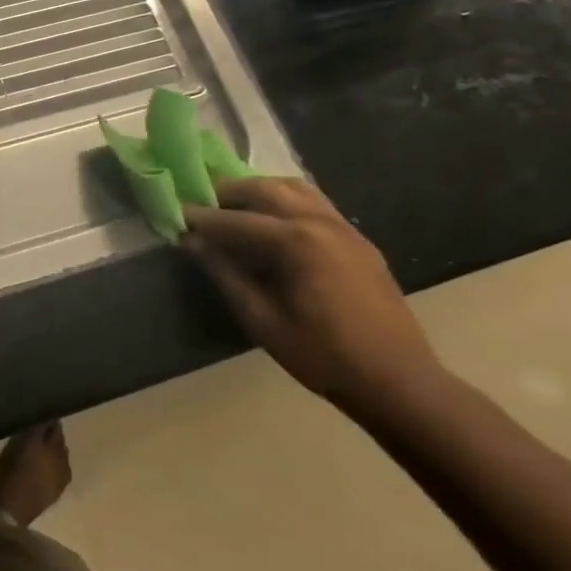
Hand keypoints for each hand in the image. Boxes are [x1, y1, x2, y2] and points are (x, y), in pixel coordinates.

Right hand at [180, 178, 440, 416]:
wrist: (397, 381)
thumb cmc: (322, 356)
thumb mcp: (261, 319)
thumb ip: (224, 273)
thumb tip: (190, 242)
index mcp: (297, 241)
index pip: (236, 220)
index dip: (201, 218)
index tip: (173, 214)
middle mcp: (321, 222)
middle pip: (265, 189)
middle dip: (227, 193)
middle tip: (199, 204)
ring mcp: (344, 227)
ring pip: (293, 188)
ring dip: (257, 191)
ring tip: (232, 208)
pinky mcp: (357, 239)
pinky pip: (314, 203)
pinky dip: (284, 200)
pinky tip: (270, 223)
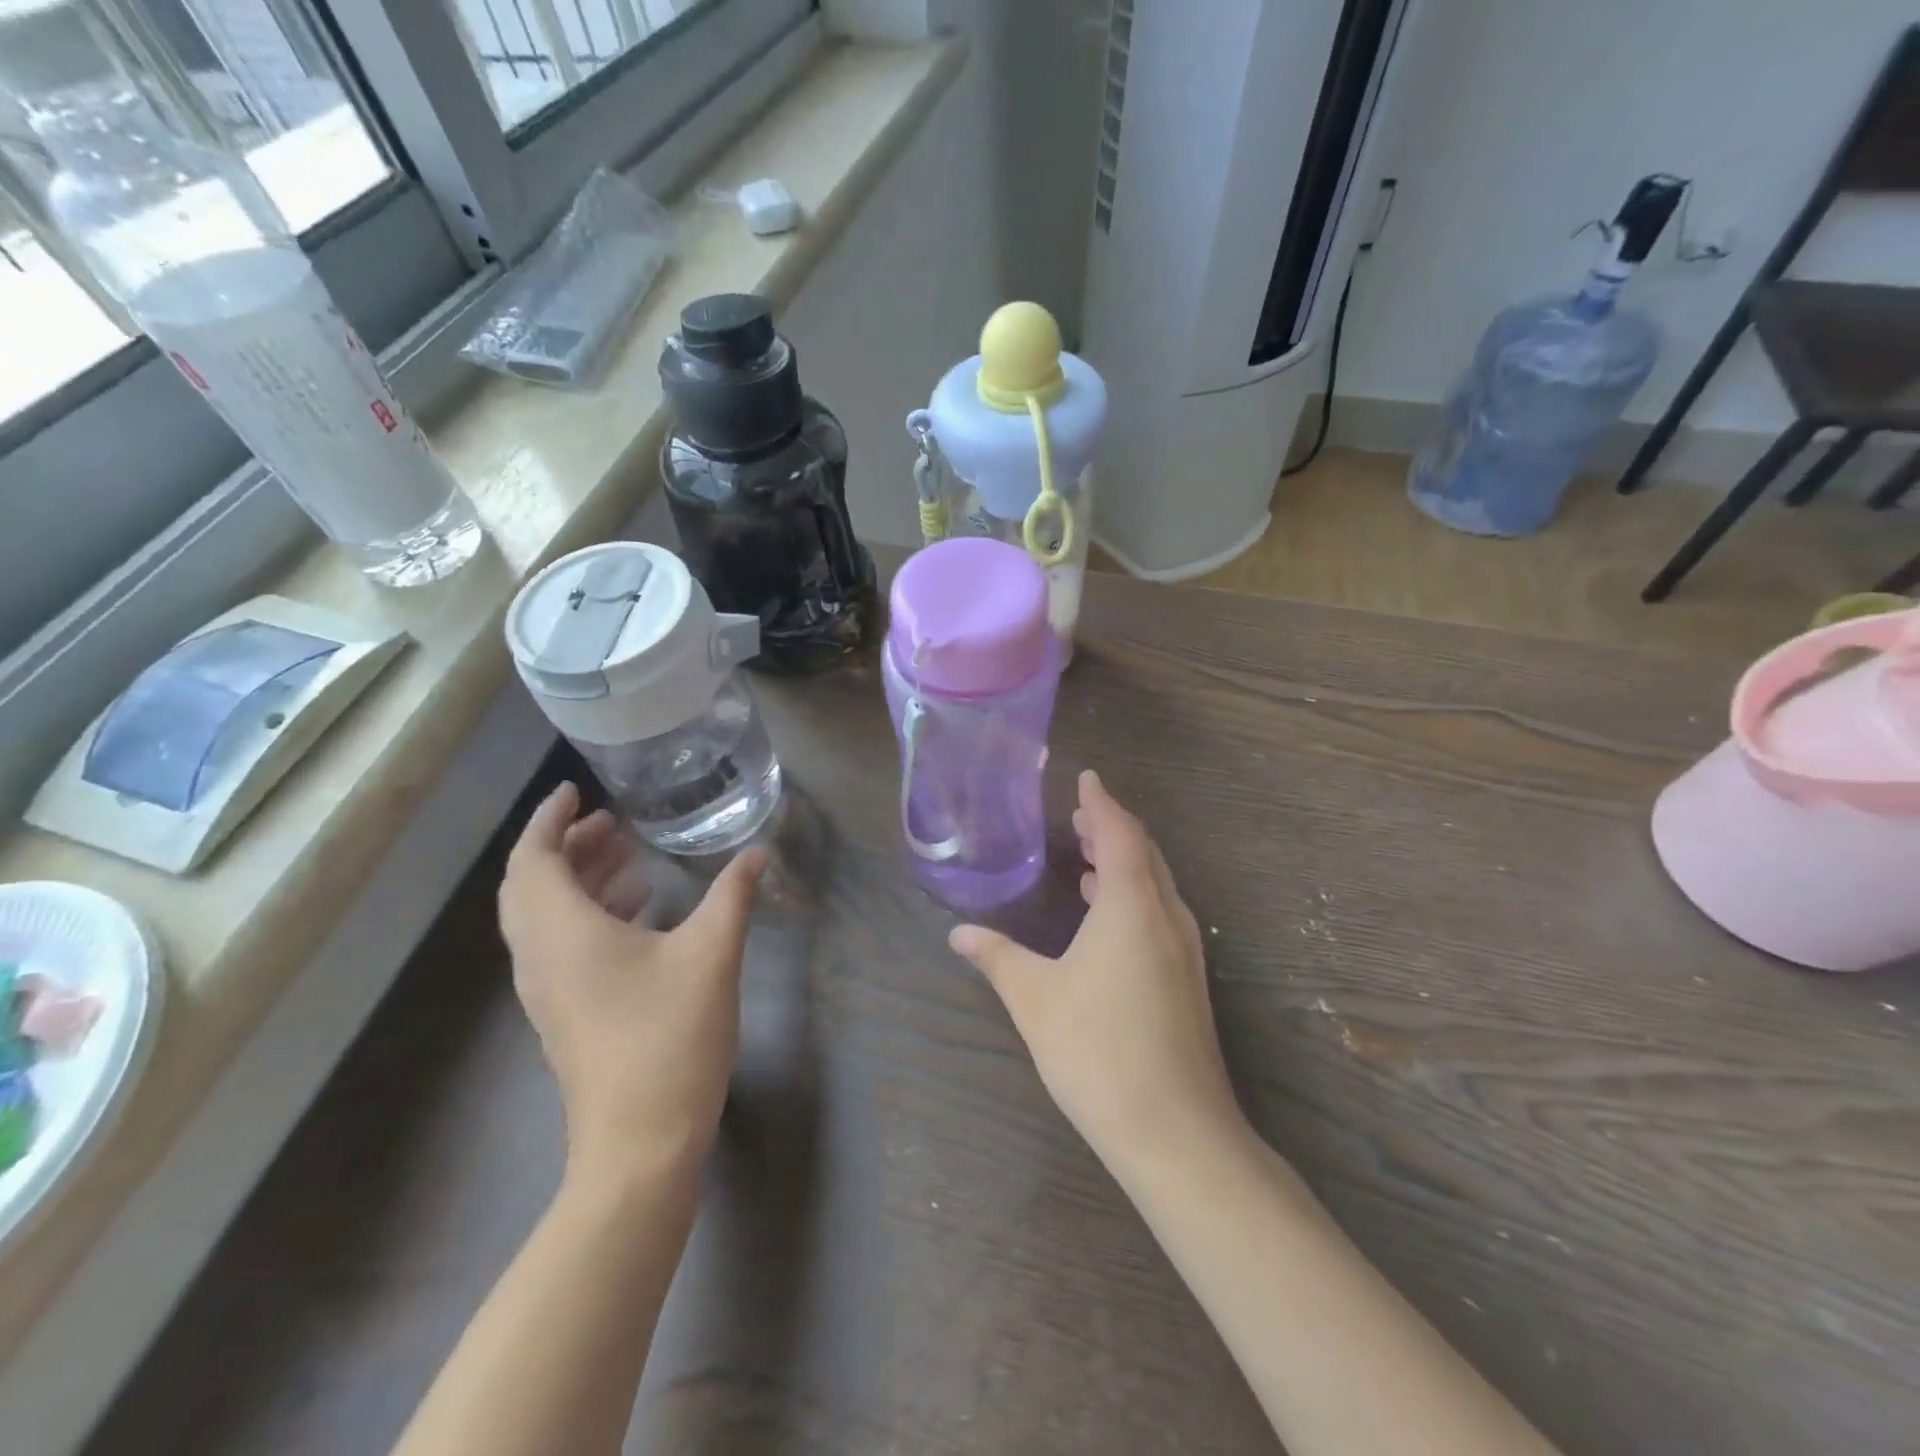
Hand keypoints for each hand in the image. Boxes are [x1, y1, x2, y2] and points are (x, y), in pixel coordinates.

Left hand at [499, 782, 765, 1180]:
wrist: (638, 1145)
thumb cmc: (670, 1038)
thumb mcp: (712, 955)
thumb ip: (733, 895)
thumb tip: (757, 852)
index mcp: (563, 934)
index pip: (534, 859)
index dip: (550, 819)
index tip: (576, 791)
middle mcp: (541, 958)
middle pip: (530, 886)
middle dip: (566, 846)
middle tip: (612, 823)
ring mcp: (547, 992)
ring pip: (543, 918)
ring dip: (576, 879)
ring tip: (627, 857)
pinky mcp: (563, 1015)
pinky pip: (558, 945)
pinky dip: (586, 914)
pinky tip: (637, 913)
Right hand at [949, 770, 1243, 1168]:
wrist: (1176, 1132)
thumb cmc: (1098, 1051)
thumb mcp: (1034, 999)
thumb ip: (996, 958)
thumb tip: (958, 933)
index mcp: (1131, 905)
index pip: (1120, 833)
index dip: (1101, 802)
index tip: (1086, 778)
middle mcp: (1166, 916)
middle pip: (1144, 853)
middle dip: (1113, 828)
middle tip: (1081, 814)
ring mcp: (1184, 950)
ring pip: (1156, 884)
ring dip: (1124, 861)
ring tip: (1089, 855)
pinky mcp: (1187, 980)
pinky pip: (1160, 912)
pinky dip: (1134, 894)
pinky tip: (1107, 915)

* * *

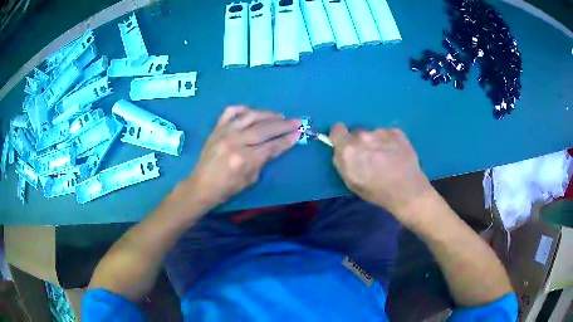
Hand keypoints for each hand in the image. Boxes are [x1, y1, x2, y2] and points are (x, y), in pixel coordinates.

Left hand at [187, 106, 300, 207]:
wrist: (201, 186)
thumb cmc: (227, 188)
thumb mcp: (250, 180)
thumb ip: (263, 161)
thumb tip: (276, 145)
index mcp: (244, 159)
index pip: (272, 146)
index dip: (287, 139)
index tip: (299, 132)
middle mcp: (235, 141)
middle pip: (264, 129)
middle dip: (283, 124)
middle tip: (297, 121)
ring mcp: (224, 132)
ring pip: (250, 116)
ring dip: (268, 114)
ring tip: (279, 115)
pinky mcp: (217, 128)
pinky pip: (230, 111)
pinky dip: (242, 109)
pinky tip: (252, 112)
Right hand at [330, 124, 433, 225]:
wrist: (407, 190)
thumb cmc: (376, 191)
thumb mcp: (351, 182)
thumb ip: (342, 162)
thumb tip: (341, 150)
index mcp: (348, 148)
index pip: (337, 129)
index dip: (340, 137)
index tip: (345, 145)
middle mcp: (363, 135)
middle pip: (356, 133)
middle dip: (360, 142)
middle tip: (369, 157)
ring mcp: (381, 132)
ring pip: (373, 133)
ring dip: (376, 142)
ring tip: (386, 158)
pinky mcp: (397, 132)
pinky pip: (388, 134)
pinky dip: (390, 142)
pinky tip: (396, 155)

WHAT TO PRODUCE
Above are the records; from them, give again exactly the lines from the one containing "middle tip: (612, 823)" through the one containing "pinky tip: (1107, 915)", both included.

WRITTEN SOLUTION
middle tip: (612, 823)
ring mcp: (547, 992)
ring pip: (543, 918)
ring dip: (576, 879)
ring tip: (627, 857)
pinky mcp: (563, 1015)
pinky pip: (558, 945)
pinky dip: (586, 914)
pinky tip: (637, 913)
Right hand at [949, 770, 1243, 1168]:
wrist: (1176, 1132)
thumb cmc: (1098, 1051)
thumb mcp: (1034, 999)
thumb ip: (996, 958)
thumb tip: (958, 933)
index mcp: (1131, 905)
index pip: (1120, 833)
index dip: (1101, 802)
index tip: (1086, 778)
middle mcp: (1166, 916)
middle pip: (1144, 853)
middle dip: (1113, 828)
middle tip: (1081, 814)
ring mcp: (1184, 950)
ring pip: (1156, 884)
ring dip: (1124, 861)
ring tip: (1089, 855)
pinky mcp: (1187, 980)
pinky pip: (1160, 912)
pinky dip: (1134, 894)
pinky tip: (1107, 915)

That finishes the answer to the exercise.